Pluggable clock-offset estimators for benchmarking synchronisation algorithms.

An estimator turns noisy measurements into an estimate of the true offset (reference - local) at the measurement times::

class MyEstimator(Estimator):
    name = "mine"
    def fit(self, series):            # TimeSeries -> TimeSeries
        ...

register(MyEstimator())

Third-party packages can expose estimators through the entry-point group ntpstats.estimators (value: an :class:Estimator instance, class or factory); they are picked up by :func:available and ntpstats bench.

Multi-server estimators set multi = True and receive a list of series (one per server); they return one combined series.

Built-in reference algorithms

raw the measurements themselves kalman two-state Kalman filter (no delay information) kalman-dw Kalman filter with delay-weighted measurement noise rts-dw RTS smoother, delay weighted (offline optimum for the model) mindelay NTP clock filter: minimum delay of the last 8 samples (RFC 5905 s10) regression chrony-style weighted linear regression over a window sized by a runs test on the residuals feedforward RADclock-style: rate from long-baseline low-RTT packets, offset from a quality-weighted recent window rfc5905 (multi) clock filter + selection (intersection), cluster and combine algorithms of RFC 5905 s11 median (multi) median of the servers' clock-filter outputs

regression(series, max_samples=64, min_samples=6, sigma=None)

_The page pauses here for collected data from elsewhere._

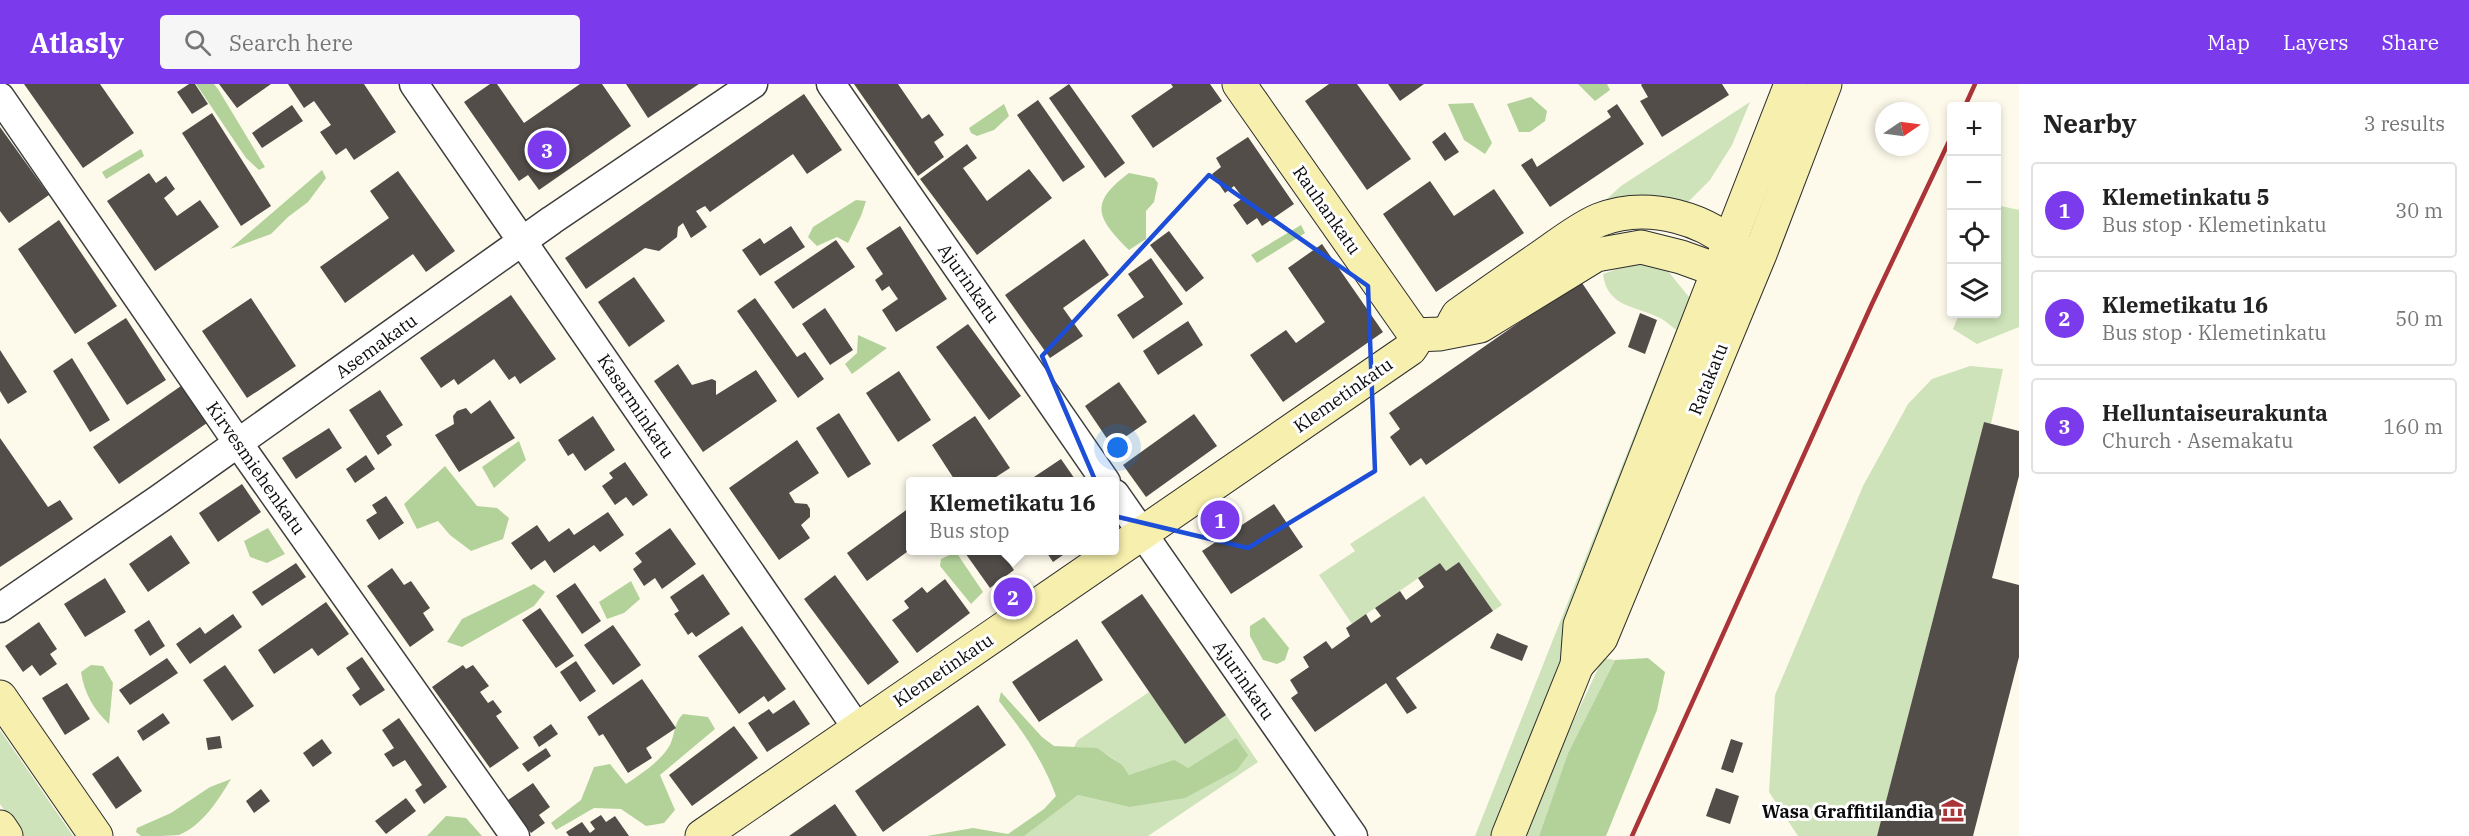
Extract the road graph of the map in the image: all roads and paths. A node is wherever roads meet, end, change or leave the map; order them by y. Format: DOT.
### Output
graph roads {
  1 [pos="414,84"];
  2 [pos="753,84"];
  3 [pos="831,84"];
  4 [pos="1239,84"];
  5 [pos="1791,84"];
  6 [pos="1825,84"];
  7 [pos="0,97"];
  8 [pos="1729,240"];
  9 [pos="523,241"];
  10 [pos="1754,267"];
  11 [pos="1718,270"];
  12 [pos="1449,332"];
  13 [pos="1415,335"];
  14 [pos="238,443"];
  15 [pos="1103,477"];
  16 [pos="1119,501"];
  17 [pos="1142,534"];
  18 [pos="1119,550"];
  19 [pos="1112,555"];
  20 [pos="0,608"];
  21 [pos="1577,665"];
  22 [pos="0,697"];
  23 [pos="856,728"];
  24 [pos="0,827"];
  25 [pos="6,836"];
  26 [pos="96,836"];
  27 [pos="515,836"];
  28 [pos="702,836"];
  29 [pos="1353,836"];
  30 [pos="1508,836"];
  1 -- 9 [label="street, Kasarminkatu"];
  2 -- 9 [label="street, Asemakatu"];
  3 -- 15 [label="street, Ajurinkatu"];
  4 -- 13 [label="street, Rauhankatu"];
  5 -- 8 [label="street, Ratakatu"];
  6 -- 10 [label="street, Ratakatu"];
  7 -- 14 [label="street, Kirvesmiehenkatu"];
  8 -- 10 [label="street"];
  8 -- 11 [label="street, Ratakatu"];
  8 -- 12 [label="street"];
  9 -- 14 [label="street, Asemakatu"];
  9 -- 23 [label="street, Kasarminkatu"];
  10 -- 11 [label="street"];
  10 -- 21 [label="street, Ratakatu"];
  11 -- 12 [label="street"];
  11 -- 21 [label="street, Ratakatu"];
  12 -- 13 [label="street"];
  13 -- 17 [label="street, Klemetinkatu"];
  14 -- 20 [label="street, Asemakatu"];
  14 -- 27 [label="street, Kirvesmiehenkatu"];
  16 -- 17 [label="street, Ajurinkatu"];
  17 -- 18 [label="street, Klemetinkatu"];
  17 -- 29 [label="street, Ajurinkatu"];
  19 -- 23 [label="street, Klemetinkatu"];
  21 -- 30 [label="street, Ratakatu"];
  22 -- 26 [label="street"];
  23 -- 28 [label="street, Klemetinkatu"];
  24 -- 25 [label="street"];
}
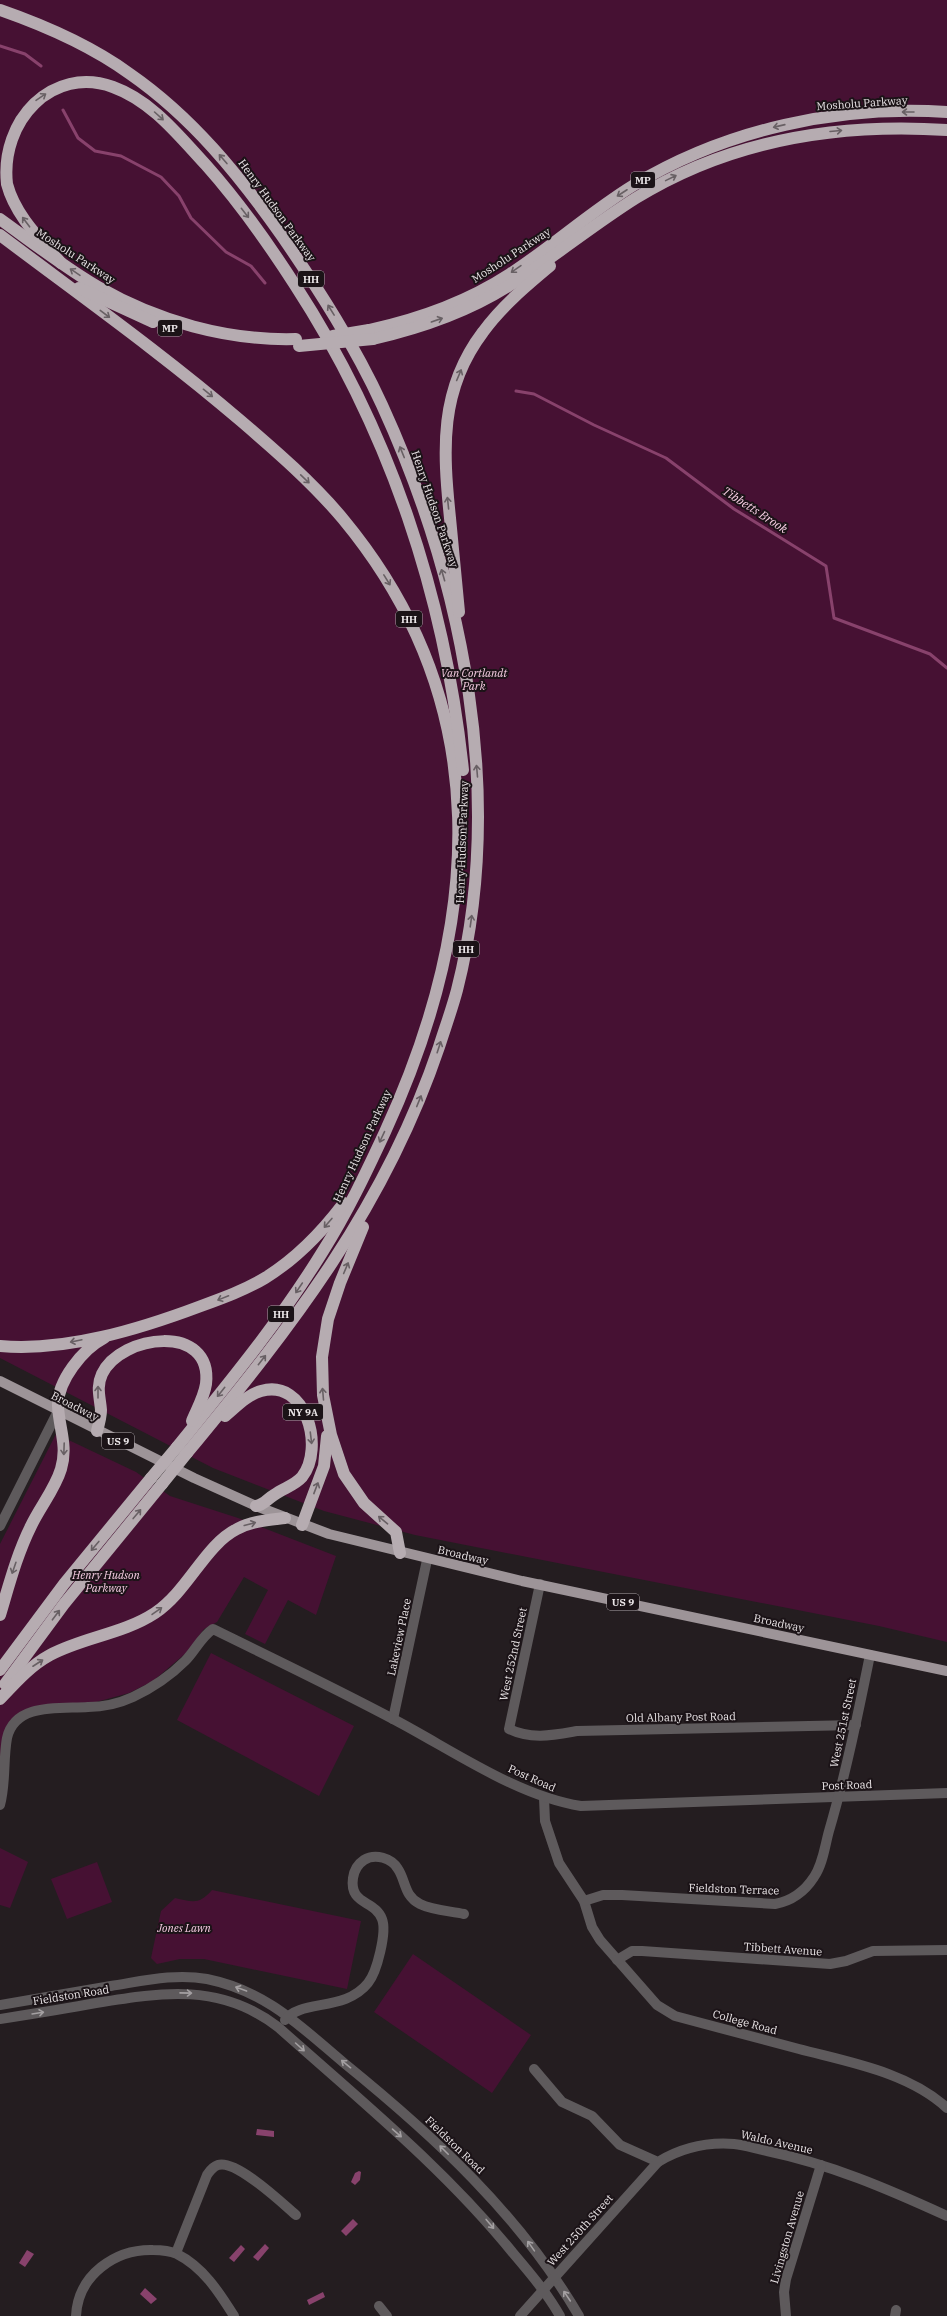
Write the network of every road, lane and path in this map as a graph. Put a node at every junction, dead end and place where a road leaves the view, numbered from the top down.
1 (0, 10) edge
2 (947, 112) edge
3 (947, 130) edge
4 (0, 219) edge
5 (0, 235) edge
6 (580, 238) junction
7 (61, 262) junction
8 (51, 274) junction
9 (371, 334) junction
10 (297, 343) junction
11 (463, 667) junction
12 (459, 816) junction
13 (367, 1169) junction
14 (381, 1182) junction
15 (114, 1333) junction
16 (0, 1346) edge
17 (0, 1381) edge
18 (58, 1411) junction
19 (325, 1412) junction
20 (97, 1431) junction
21 (203, 1434) junction
22 (177, 1447) junction
23 (256, 1506) junction
24 (285, 1518) junction
25 (1, 1523) edge
26 (302, 1525) junction
27 (400, 1553) junction
28 (427, 1560) junction
29 (540, 1584) junction
30 (0, 1615) edge
31 (870, 1655) junction
32 (0, 1670) edge
33 (947, 1671) edge
34 (0, 1692) edge
35 (0, 1699) edge
36 (393, 1719) junction
37 (856, 1725) junction
38 (509, 1728) joint
39 (947, 1793) edge
40 (839, 1797) junction
41 (544, 1798) junction
42 (0, 1805) edge
43 (584, 1901) junction
44 (464, 1914) dead end
45 (947, 1950) edge
46 (617, 1960) junction
47 (144, 1980) junction
48 (147, 1996) junction
49 (0, 2005) edge
50 (288, 2016) junction
51 (0, 2019) edge
52 (278, 2027) junction
53 (534, 2069) dead end
54 (947, 2108) edge
55 (658, 2162) junction
56 (821, 2165) junction
57 (296, 2215) dead end
58 (947, 2216) edge
59 (176, 2253) junction
60 (554, 2278) junction
61 (543, 2290) junction
62 (378, 2306) dead end
63 (76, 2316) edge
64 (234, 2316) edge
65 (387, 2316) edge
66 (520, 2316) edge
67 (560, 2316) edge
68 (579, 2316) edge
69 (786, 2316) edge

11 -> 1 highway, Henry Hudson Parkway / HH
2 -> 9 highway, Mosholu Parkway / MP
6 -> 3 highway, Mosholu Parkway / MP
4 - 7 highway, Mosholu Parkway / MP
5 - 8 highway, Henry Hudson Parkway / HH
9 -> 6 highway, Mosholu Parkway / MP
11 -> 6 highway
10 -> 7 highway, Mosholu Parkway / MP
7 -> 12 highway
8 - 10 highway, Mosholu Parkway / MP
8 -> 12 highway, Henry Hudson Parkway / HH
9 - 10 highway, Mosholu Parkway / MP, bridge
14 -> 11 highway, Henry Hudson Parkway / HH
12 -> 13 highway, Henry Hudson Parkway / HH
13 -> 15 highway
13 -> 22 highway, Henry Hudson Parkway / HH
19 -> 14 highway
21 -> 14 highway, Henry Hudson Parkway / HH
15 -> 16 highway
15 - 18 highway
17 - 18 main road, Broadway / US 9
18 - 20 main road, Broadway / US 9
18 - 25 street
18 -> 30 highway
26 -> 19 highway
27 -> 19 highway
20 -> 22 highway
20 - 23 main road, Broadway / US 9
21 -> 23 highway, NY 9A
34 -> 21 highway, Henry Hudson Parkway / HH, bridge
22 -> 32 highway, Henry Hudson Parkway / HH, bridge
23 - 24 main road, Broadway / US 9
24 - 26 main road, Broadway / US 9
35 -> 24 highway
26 - 27 main road, Broadway / US 9
27 - 28 main road, Broadway / US 9
28 - 29 main road, Broadway / US 9
28 - 36 street, Lakeview Place
29 - 31 main road, Broadway / US 9
29 - 38 street, West 252nd Street
31 - 33 main road, Broadway / US 9
31 - 37 street, West 251st Street
36 - 41 street, Post Road
36 - 42 street, Post Road
37 - 38 street, Old Albany Post Road
37 - 40 street, West 251st Street
39 - 40 street, Post Road
40 - 41 street, Post Road
40 - 43 street, Fieldston Terrace
41 - 43 street
43 - 46 street, College Road
44 - 50 street
45 - 46 street, Tibbett Avenue
46 - 54 street, College Road
47 - 48 street
47 - 49 street, Fieldston Road
50 -> 47 street, Fieldston Road
51 -> 48 street, Fieldston Road
48 -> 52 street, Fieldston Road
50 - 52 street
60 -> 50 street, Fieldston Road
52 -> 61 street, Fieldston Road
53 - 55 street
55 - 56 street, Waldo Avenue
55 - 60 street, West 250th Street
56 - 58 street, Waldo Avenue
56 - 69 street, Livingston Avenue
57 - 59 street
59 - 63 street
59 - 64 street
60 - 61 street, West 250th Street
68 -> 60 street, Fieldston Road
61 - 66 street, West 250th Street
61 - 67 street, Fieldston Road
62 - 65 street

Causal weighted linear regression per sample, chrony style.

Weights are 1 / (sigma^2 + q^2) with q the queueing error bound; the window shrinks (dropping the oldest half) while the residual signs fail a runs test, i.e. while a straight line no longer describes the recent phase (frequency change).

feedforward(series, rate_window=6 * 3600, offset_window=16, e_star=None)

Feed-forward estimator in the spirit of RADclock (Veitch, Ridoux et al.).

  • rate: slope between low-RTT packets separated by a long baseline (causal, up to rate_window seconds back), robust to queueing;
  • offset: for each sample, quality-weighted average of the last offset_window rate-corrected offsets, weights exp(-(q / E*)^2).

rfc5905_combine(series_list, nmin=1, maxclock=3, dispersion=0.001)

Selection, cluster and combine (RFC 5905 s11.2) over several servers.

At each epoch (times of the first server) the latest clock-filter output of every server gives an offset and a root distance lambda = delay/2 + dispersion + jitter. The intersection algorithm keeps the truechimers, the cluster algorithm prunes outliers by selection jitter down to maxclock survivors, and the survivors are combined weighted by 1/lambda.